SOEIRO, Selthon Macello Capiberibe [1], FACCO, Lucas [2], FECURY, Amanda Alves [3], ARAÚJO, Maria Helena Mendonça de [4], OLIVEIRA, Euzébio de [5], DENDASCK, Carla Viana [6], SOUZA, Keulle Oliveira da [7], DIAS, Claudio Alberto Gellis de Mattos [8]

SOEIRO, Selthon Macello Capiberibe. Et al. Quantidade de acidentes causados por animais peçonhentos entre os anos de 2010 a 2014 no Brasil. Revista Científica Multidisciplinar Núcleo do Conhecimento. Ano 05, Ed. 12, Vol. 01, pp. 05-17. Dezembro de 2020. ISSN: 2448-0959, Link de acesso: https://www.nucleodoconhecimento.com.br/saude/quantidade-de-acidentes, DOI: 10.32749/nucleodoconhecimento.com.br/saude/quantidade-de-acidentes

RESUMO

Animais peçonhentos são aqueles que possuem um mecanismo para injetar veneno. Os diferentes venenos ou peçonhas podem causar dor, ruptura dos vasos sanguíneos, queimadura, bolhas, edemas, necrosar o ferimento, hemorragia, vomito de sangue, presença de sangue na urina, sangramento no nariz, transpiração intensa, pressão baixa, hipotermia e problemas neurológicos. O objetivo deste artigo é mostrar a quantidade de acidentes causados por animais peçonhentos entre os anos de 2010 a 2014 no Brasil. Considerados como causas negligenciadas de doenças, os acidentes ocasionados por animais peçonhentos necessitam de maior atenção da saúde pública. Aranhas, escorpiões e serpentes são os principais agentes causadores desses acidentes. Entre as crianças, os meninos são os mais acometidos, sendo a falta de supervisão em atividades diárias uma das principais causas dessa problemática. A produção de soro para tratamento de acidentes ofídicos no Brasil é acentuada, sendo que a quantidade produzida é capaz de abranger a totalidade do número de casos no país. Porém, existe uma problemática em relação à distribuição desse soro, uma vez que áreas de população indígena e regiões de localidades remotas não possuem a disponibilidade adequada, possibilitando consequências negativas para os indivíduos em questão, aumentando a possibilidade de mortes por esse tipo de acidente.
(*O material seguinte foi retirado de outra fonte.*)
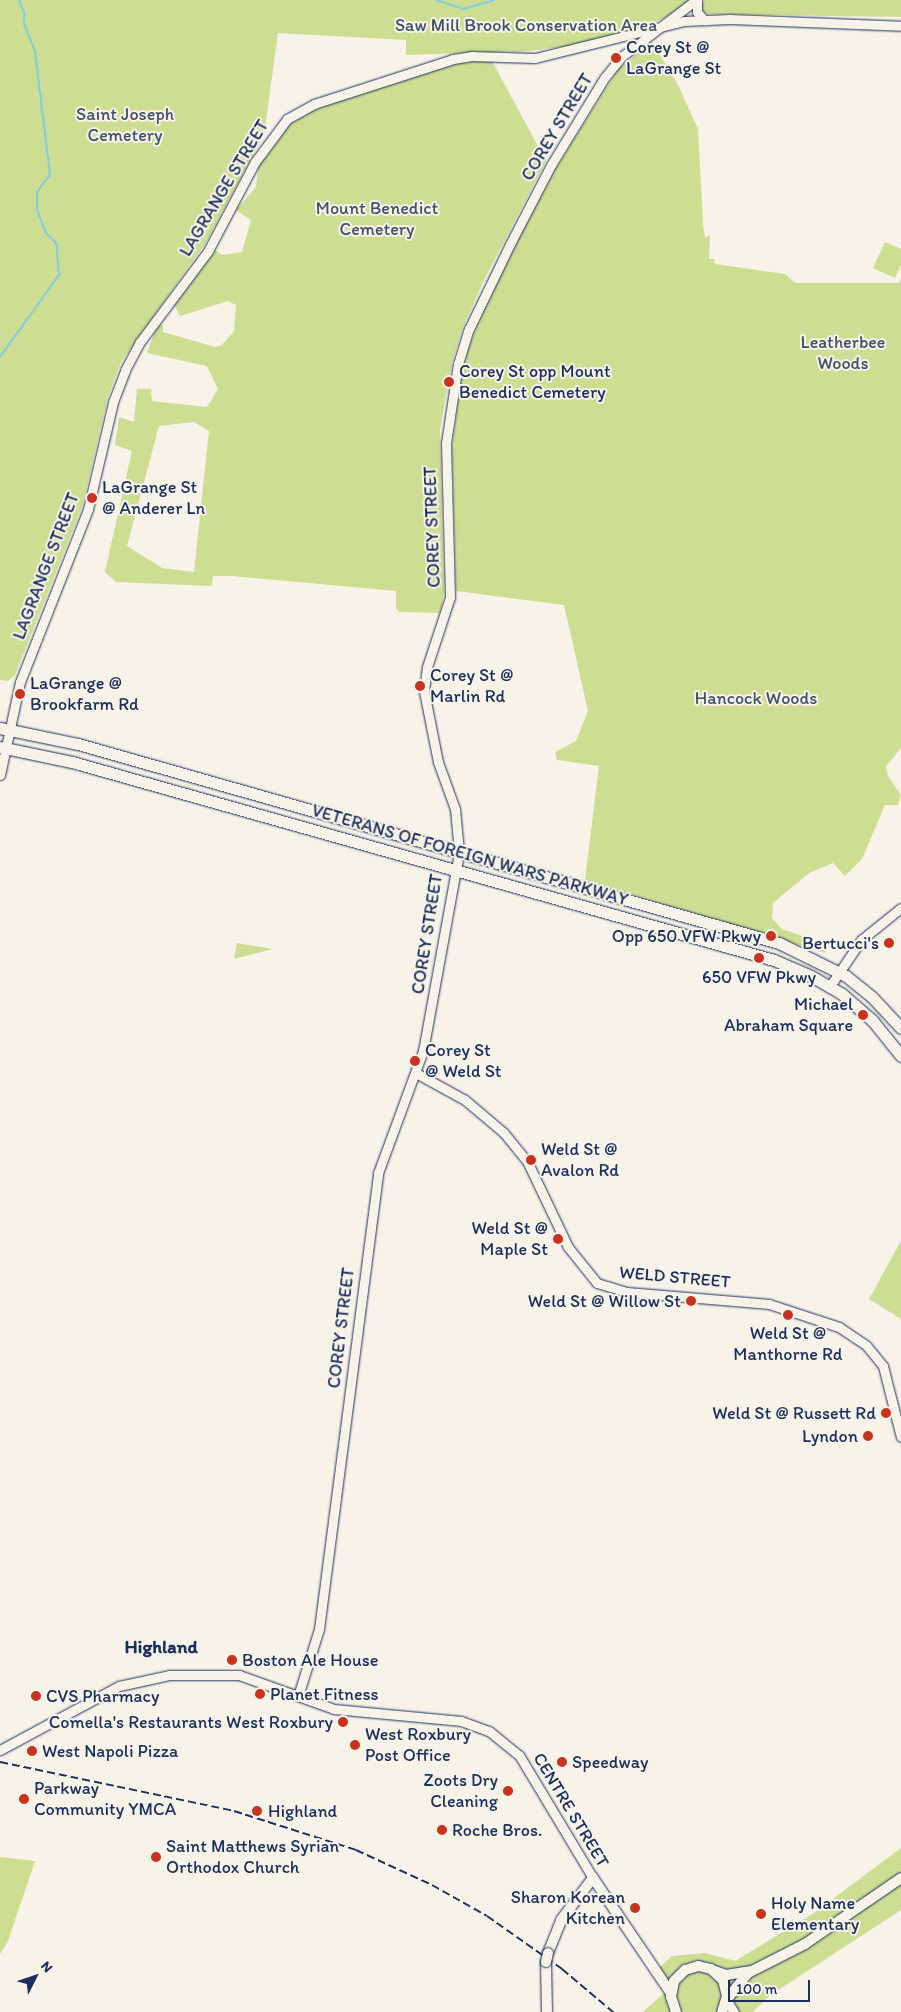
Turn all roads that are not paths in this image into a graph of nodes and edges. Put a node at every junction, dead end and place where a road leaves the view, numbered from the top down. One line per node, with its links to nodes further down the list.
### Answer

Palavras-chave: Epidemiologia, peçonha, veneno.

INTRODUÇÃO

Animais peçonhentos são aqueles que possuem um mecanismo para injetar veneno, os quais podem ser aguilhões, ferrões ou os dentes (Pinho e Pardal, 2015). Algumas espécies de abelhas, serpentes, vespas, marimbondos, aranhas, escorpiões e lagartas podem ser considerados como animais peçonhentos (BREDT e LITCHTENEKER, 2014; NEIVA, et al., 2019).

Os diferentes venenos ou peçonhas podem causar dor, ruptura dos vasos sanguíneos, queimadura, bolhas, edemas, necrosar o ferimento, hemorragia, vomito de sangue, presença de sangue na urina, sangramento no nariz, transpiração intensa, pressão baixa, hipotermia e problemas neurológicos (LIMA et al., 2017; NEIVA, et al., 2019).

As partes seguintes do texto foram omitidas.